Carbon materials with the merits of superior conductivity and wide available resources have emerged as promising anode candidates for sodium-ion batteries (SIBs). However, the inferior capacitance and the limited interlayer spacing restrain their practical application. Herein, we report an atom-adjustable doping strategy to fabricate the N/P dual-doped porous carbon nanosheet anodes (NP-PCN) via the in situ pyrolysis of supermolecules. Nitrogen atoms and phosphorus atoms are introduced to the skeleton with the monomers assembled incrementally.
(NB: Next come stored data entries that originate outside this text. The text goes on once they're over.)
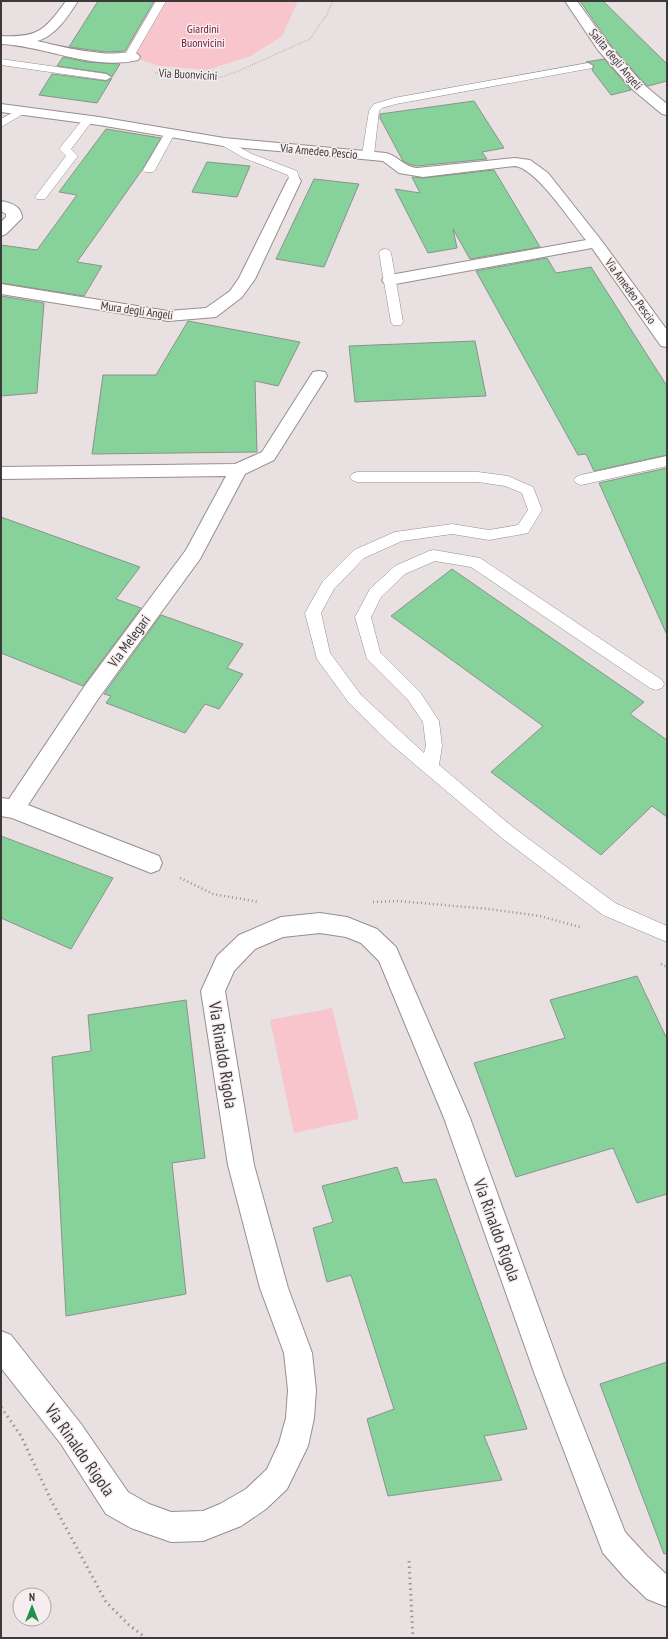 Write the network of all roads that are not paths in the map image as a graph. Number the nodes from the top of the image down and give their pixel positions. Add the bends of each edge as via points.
1 (72, 1) edge
2 (161, 1) edge
3 (571, 1) edge
4 (1, 40) edge
5 (18, 42) junction
6 (131, 58) joint
7 (1, 62) edge
8 (588, 66) dead end
9 (106, 77) dead end
10 (1, 108) edge
11 (21, 111) junction
12 (667, 111) edge
13 (88, 120) junction
14 (1, 124) edge
15 (170, 133) junction
16 (224, 142) junction
17 (368, 155) junction
18 (149, 170) dead end
19 (294, 181) joint
20 (41, 197) dead end
21 (1, 206) edge
22 (1, 231) edge
23 (596, 243) junction
24 (385, 253) dead end
25 (390, 280) junction
26 (1, 289) edge
27 (397, 322) dead end
28 (666, 340) edge
29 (320, 376) dead end
30 (667, 461) edge
31 (238, 470) junction
32 (1, 474) edge
33 (357, 477) dead end
34 (581, 480) dead end
35 (656, 684) dead end
36 (430, 766) junction
37 (8, 808) edge
38 (151, 863) road end
39 (667, 934) edge
40 (1, 1345) edge
41 (667, 1592) edge

1 - 5 street via 50,30
2 - 6 lane
3 - 12 street, Salita degli Angeli via 603,47 638,87
4 - 5 street
5 - 6 street via 86,57
7 - 9 lane
8 - 17 lane via 378,106 374,111
10 - 11 street, Via Amedeo Pescio
11 - 13 street, Via Amedeo Pescio
11 - 14 lane
13 - 15 street, Via Amedeo Pescio
13 - 20 lane via 65,149 72,156
15 - 16 street, Via Amedeo Pescio
15 - 18 lane
16 - 17 street, Via Amedeo Pescio
16 - 19 lane via 248,156 293,173
17 - 23 street, Via Amedeo Pescio via 392,159 406,171 423,174 504,162 525,163 543,176
19 - 26 street, Mura degli Angeli via 247,279 236,294 210,313 168,316
21 - 22 street via 14,212 14,218
23 - 25 street, Via Amedeo Pescio
23 - 28 street, Via Amedeo Pescio
24 - 25 lane
25 - 27 lane
29 - 31 street via 268,456
30 - 34 lane
31 - 32 street
31 - 37 street, Via Melegari via 193,554
33 - 36 lane via 478,477 508,481 528,490 535,510 523,529 489,535 452,529 400,536 359,554 328,585 313,612 323,655 355,699
35 - 36 lane via 475,562 434,555 400,570 375,593 363,618 373,655 414,696 431,721 434,746
36 - 39 lane via 508,833 609,909
37 - 38 street, Via Melegari
40 - 41 street, Via Rinaldo Rigola via 71,1434 116,1502 142,1517 172,1527 203,1526 230,1515 256,1499 277,1479 293,1446 300,1418 302,1390 298,1354 274,1288 241,1165 213,991 225,964 247,942 281,927 320,924 347,927 369,936 388,954 418,1023 457,1118 549,1375 614,1542 658,1588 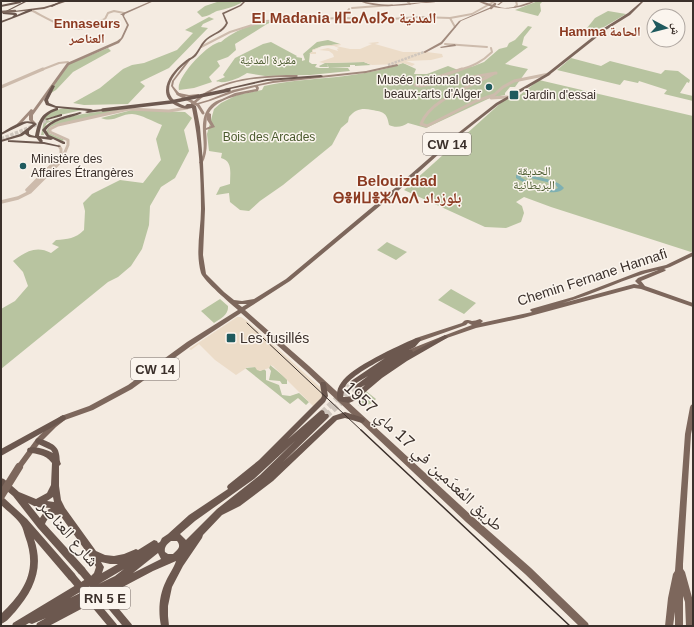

Benefiting from its monomer processability, the supermolecules demonstrate a rationally designed topological structure, endowing the derived carbon anode with a homogeneous heteroatom dispersion with 25.00 at. % of nitrogen and 6.37 at. % of phosphor, an expanded interlayer spacing of 0.47 nm, as well as an optimized configuration of more pyridinic N. Accordingly, the resulting NP-PCN achieves an enhanced reversible capacity of 223 mAh g^-1at 100 mA g^-1, a robust rate capability of 114 mAh g^-1at 1000 mA g^-1, and a long cycle life of 4000 cycles with a capacity retention of 92.60%. The storage mechanism is also explored by in situ Raman spectra and galvanostatic intermittent titration technique. This work may inspire new possibility of designing high-performance carbon anodes toward rechargeable alkali-metal-ion batteries at an atomic level.